Saturday, April 16, 2011

Where She Went

By Gayle Forman
★★☆☆☆

Two Things I Liked About Where She Went:
1. All-night private tour of NYC.
2. Intense impromptu cello/guitar duet.

Can we just start with a collective “ugh!” for the cover? UGH! Who approved this? It’s an eyesore! I really despise when publishers put actual human faces on covers. Drawings: okay. Profiles: if you must. Faces: abort!

Where She Went is the sequel to a novel that came out last spring and made waves on the young adult circuit, called If I Stay. If I Stay is part love story (romantic, of course, but also familial and musical) and part tragedy. In the aftermath of a car crash that kills her parents and younger brother, Mia – comatose and barely stable in the ICU, while her spirit somehow (it’s fiction, after all) roams the hospital, observing the chaos of grief for her family and fierce hope for herself amongst her remaining loved ones, including her boyfriend, Adam – is faced with the ultimate decision: should she let go, or should she stay? The story is wrenching, but it is also beautiful and moving. I read it in one sitting, tucked into the backseat of a car speeding along the autobahn in the dark, with the melancholy melodies of classical music (fitting, as music is a powerful theme in If I Stay, Mia being a Juilliard-bound cellist) sealing me into my own little bubble of story and sound, which only made it all the easier to be swept up by the emotional currents of the novel.

Not so Where She Went. I will allow that the fact that I couldn’t read it in one sitting may have impeded some of the story’s emotional momentum, but I don’t think that can be held wholly, or even mostly, responsible. Where If I Stay was a deeply felt tale of love, loss, and the ties that bid (to each other, to life), with a cast of characters, a plot, and a point of view that were refreshingly and captivating original in a genre prone to cliché, Where She Went made up for that originality in spades by conforming to clichés of the genre, the characters becoming nearly unrecognizable for the generic corruption wreaked on them. If If I Stay was as piercing and individual as a personal experience of loss, as hauntingly beautiful and melancholy as a cello solo, then Where She Went is the Hallmark card you receive from your coworker a week after the funeral.

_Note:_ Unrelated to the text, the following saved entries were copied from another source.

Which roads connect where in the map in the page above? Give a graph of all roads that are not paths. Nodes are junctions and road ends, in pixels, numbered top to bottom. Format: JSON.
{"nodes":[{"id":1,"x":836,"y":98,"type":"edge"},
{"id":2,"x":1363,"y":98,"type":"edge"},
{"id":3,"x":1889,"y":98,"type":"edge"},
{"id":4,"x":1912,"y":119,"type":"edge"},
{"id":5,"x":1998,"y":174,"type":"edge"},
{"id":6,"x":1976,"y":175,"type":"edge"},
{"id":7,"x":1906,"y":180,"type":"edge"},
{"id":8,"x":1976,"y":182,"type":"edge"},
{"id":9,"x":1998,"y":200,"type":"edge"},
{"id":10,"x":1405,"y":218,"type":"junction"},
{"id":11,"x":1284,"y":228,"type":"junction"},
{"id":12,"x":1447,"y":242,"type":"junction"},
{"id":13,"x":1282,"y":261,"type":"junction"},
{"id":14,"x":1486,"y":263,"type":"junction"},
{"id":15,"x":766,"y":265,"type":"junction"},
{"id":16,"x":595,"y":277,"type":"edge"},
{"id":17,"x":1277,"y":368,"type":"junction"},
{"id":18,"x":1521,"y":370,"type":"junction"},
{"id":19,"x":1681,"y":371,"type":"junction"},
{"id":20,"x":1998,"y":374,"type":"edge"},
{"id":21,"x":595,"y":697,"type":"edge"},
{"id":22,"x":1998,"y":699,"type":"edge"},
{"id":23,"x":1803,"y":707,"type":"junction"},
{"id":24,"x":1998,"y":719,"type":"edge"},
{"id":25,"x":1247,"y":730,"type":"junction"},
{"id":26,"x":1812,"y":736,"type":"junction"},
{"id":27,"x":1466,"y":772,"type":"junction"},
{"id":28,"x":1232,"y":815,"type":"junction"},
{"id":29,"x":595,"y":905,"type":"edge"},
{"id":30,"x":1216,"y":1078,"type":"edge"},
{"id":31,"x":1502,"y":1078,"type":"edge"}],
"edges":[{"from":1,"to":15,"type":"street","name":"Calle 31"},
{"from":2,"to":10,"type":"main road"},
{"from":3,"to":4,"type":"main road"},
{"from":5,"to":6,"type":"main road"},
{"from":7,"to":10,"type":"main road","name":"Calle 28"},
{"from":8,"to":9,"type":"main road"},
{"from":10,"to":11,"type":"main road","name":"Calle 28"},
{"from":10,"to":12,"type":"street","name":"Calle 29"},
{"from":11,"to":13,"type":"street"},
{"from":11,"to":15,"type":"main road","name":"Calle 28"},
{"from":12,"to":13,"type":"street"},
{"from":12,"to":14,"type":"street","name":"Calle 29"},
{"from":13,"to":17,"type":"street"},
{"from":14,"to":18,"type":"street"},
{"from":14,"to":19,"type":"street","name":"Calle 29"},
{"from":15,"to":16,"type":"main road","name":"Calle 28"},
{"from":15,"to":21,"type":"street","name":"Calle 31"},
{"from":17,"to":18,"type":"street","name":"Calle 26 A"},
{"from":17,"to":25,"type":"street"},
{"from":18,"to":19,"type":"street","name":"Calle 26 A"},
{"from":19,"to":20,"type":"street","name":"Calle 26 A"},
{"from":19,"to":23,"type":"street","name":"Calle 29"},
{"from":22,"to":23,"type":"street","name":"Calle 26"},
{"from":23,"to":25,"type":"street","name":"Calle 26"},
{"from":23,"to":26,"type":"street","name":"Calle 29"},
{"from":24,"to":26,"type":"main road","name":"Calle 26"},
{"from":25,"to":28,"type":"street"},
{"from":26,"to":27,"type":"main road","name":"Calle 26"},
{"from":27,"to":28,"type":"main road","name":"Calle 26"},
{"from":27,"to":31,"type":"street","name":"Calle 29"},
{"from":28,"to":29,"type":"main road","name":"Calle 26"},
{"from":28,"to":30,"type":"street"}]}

Where She Went shifts from Mia’s point of view to her boyfriend – now ex-boyfriend – Adam’s. If I Stay explored the onset of Mia’s loss, and Where She Went explores the ongoing burden of Adam’s. Not only did he also lose Mia’s family – who had accepted into their fold – but a few months later, he lost Mia as well, when she left for Juilliard and inexplicably stopped communicating. He turned his compounded hurt and confusion into music, writing an entire album in 2 weeks, an album that gets him and his band, Shooting Star, signed and chart topping in a matter of a few whirlwind months. Now, 3 years later, he’s a bona fide rock-star with a celebrity girlfriend, constant attention from the paparazzi, a world tour – and a new smoking habit, anxiety meds, and a falling out with his band mates to show for it. He may have millions in the bank and thousands in the audience, but he’s a sad, lonely, and strung-out soul who can’t remember what he loves about the only thing he used to care about as much as Mia.

Then the night before Adam flies to London to kick off a 67-show world tour, when his manager gives him a night off to pull himself back together (he’s on the verge of a mental and ideological breakdown), he stumbles on a poster outside Carnegie Hall, advertising a concert that evening for a promising young cellist – who is, of course, none other than Mia. After the concert, Mia has him called backstage, and thus begins a night spent touring Mia’s New York and tending to old flames – to be extinguished or rekindled, depending on what the night brings.

I had a few deal-breaking issues with this book. The biggest is that I really wish Gayle hadn’t made Adam and Mia such rock-stars. This book would have been exponentially better if Shooting Star had retained its relatively anonymous indie status, and Mia was just an above average but not headlining Juilliard student. One of the fabulous things about If I Stay was the normality of the characters and their lives. The story was so affective because the characters involved weren’t so much different than you. The moment Gayle decided to make Adam a rock-star and Mia a renowned cellist, she axed that accessibility. I just couldn’t really relate as well to them anymore, especially to Adam, who spent a significant chunk of the novel hiding and running from fans, whining about his impending world tour and clingy celebrity girlfriend, and losing his temper with paparazzi.

Other qualms: The lyrics at the start of each chapter, supposedly from Adam’s career-launching record, were melodramatic and cheesy; I wish more of the novel had been spent in the present, rather than switching back and forth every other chapter to the past; Mia needed a stronger presence, because even though the novel was told from Adam’s point of view, it felt entirely too Adam-centric, compared to If I Stay, which gave a rounded portrayal of Adam even though it was told through Mia’s lens.

All things considered, I’m not sure I would even recommend Where She Went to fans of If I Stay. I felt more satisfied by the open end of If I Stay than I did by the resolution of Where She Went.